Data records:
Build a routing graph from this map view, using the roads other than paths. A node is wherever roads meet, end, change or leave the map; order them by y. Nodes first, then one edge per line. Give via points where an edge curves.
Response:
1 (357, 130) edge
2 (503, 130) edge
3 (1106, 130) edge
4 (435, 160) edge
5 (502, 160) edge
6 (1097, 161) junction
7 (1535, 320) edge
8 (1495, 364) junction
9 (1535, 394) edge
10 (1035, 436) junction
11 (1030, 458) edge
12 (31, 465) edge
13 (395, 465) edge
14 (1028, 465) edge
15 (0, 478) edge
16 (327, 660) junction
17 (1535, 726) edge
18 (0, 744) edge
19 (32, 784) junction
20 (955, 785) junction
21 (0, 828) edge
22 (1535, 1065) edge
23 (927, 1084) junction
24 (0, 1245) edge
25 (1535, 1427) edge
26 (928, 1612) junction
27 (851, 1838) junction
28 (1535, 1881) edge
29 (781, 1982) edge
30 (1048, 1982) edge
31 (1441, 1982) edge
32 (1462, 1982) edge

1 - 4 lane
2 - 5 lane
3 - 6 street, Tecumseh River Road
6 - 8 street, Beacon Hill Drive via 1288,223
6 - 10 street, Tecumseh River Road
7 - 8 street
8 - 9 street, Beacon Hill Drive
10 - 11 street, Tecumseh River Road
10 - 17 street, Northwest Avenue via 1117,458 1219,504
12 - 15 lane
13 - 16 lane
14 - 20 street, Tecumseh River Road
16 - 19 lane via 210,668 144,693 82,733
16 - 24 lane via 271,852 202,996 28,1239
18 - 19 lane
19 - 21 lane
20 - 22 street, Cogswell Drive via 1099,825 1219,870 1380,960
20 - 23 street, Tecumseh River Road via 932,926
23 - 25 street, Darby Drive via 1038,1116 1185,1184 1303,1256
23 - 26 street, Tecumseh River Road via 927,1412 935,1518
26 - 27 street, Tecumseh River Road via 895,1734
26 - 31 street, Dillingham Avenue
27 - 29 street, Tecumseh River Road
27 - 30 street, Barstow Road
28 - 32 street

Task brief: Set the entries above down again, each one exactly as written.

Task solution:
Build a routing graph from this map view, using the roads other than paths. A node is wherever roads meet, end, change or leave the map; order them by y. Nodes first, then one edge per line. Give via points where an edge curves.
Response:
1 (357, 130) edge
2 (503, 130) edge
3 (1106, 130) edge
4 (435, 160) edge
5 (502, 160) edge
6 (1097, 161) junction
7 (1535, 320) edge
8 (1495, 364) junction
9 (1535, 394) edge
10 (1035, 436) junction
11 (1030, 458) edge
12 (31, 465) edge
13 (395, 465) edge
14 (1028, 465) edge
15 (0, 478) edge
16 (327, 660) junction
17 (1535, 726) edge
18 (0, 744) edge
19 (32, 784) junction
20 (955, 785) junction
21 (0, 828) edge
22 (1535, 1065) edge
23 (927, 1084) junction
24 (0, 1245) edge
25 (1535, 1427) edge
26 (928, 1612) junction
27 (851, 1838) junction
28 (1535, 1881) edge
29 (781, 1982) edge
30 (1048, 1982) edge
31 (1441, 1982) edge
32 (1462, 1982) edge

1 - 4 lane
2 - 5 lane
3 - 6 street, Tecumseh River Road
6 - 8 street, Beacon Hill Drive via 1288,223
6 - 10 street, Tecumseh River Road
7 - 8 street
8 - 9 street, Beacon Hill Drive
10 - 11 street, Tecumseh River Road
10 - 17 street, Northwest Avenue via 1117,458 1219,504
12 - 15 lane
13 - 16 lane
14 - 20 street, Tecumseh River Road
16 - 19 lane via 210,668 144,693 82,733
16 - 24 lane via 271,852 202,996 28,1239
18 - 19 lane
19 - 21 lane
20 - 22 street, Cogswell Drive via 1099,825 1219,870 1380,960
20 - 23 street, Tecumseh River Road via 932,926
23 - 25 street, Darby Drive via 1038,1116 1185,1184 1303,1256
23 - 26 street, Tecumseh River Road via 927,1412 935,1518
26 - 27 street, Tecumseh River Road via 895,1734
26 - 31 street, Dillingham Avenue
27 - 29 street, Tecumseh River Road
27 - 30 street, Barstow Road
28 - 32 street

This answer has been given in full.